What to produce:
Search the data below for lines that include the word "Orange" and state how many there are, nothing else.

Saved entries:
*** Begin section ***
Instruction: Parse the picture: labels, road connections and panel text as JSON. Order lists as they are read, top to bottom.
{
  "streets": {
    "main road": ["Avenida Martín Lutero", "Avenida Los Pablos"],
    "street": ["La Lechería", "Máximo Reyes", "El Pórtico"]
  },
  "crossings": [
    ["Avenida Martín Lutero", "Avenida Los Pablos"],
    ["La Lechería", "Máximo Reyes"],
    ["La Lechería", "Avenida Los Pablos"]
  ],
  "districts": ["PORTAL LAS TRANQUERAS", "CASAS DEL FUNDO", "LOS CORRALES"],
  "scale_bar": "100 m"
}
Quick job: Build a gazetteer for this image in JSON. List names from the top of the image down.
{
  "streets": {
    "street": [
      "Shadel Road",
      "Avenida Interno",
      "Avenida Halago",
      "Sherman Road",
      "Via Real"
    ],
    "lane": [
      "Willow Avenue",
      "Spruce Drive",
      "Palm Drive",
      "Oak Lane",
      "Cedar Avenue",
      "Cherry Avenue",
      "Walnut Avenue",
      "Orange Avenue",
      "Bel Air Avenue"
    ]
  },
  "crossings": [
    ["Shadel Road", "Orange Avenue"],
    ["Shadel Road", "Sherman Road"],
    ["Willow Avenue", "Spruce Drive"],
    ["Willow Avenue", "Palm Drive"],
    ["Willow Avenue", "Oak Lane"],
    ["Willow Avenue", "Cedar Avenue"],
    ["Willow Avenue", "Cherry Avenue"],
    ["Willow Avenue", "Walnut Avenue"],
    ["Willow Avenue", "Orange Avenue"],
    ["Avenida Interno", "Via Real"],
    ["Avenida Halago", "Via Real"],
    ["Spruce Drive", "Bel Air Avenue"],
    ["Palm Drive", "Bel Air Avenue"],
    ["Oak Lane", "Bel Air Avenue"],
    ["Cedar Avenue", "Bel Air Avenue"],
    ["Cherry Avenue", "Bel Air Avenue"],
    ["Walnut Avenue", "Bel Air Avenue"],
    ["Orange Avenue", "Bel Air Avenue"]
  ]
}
*** End section ***
Result of this exercise:
4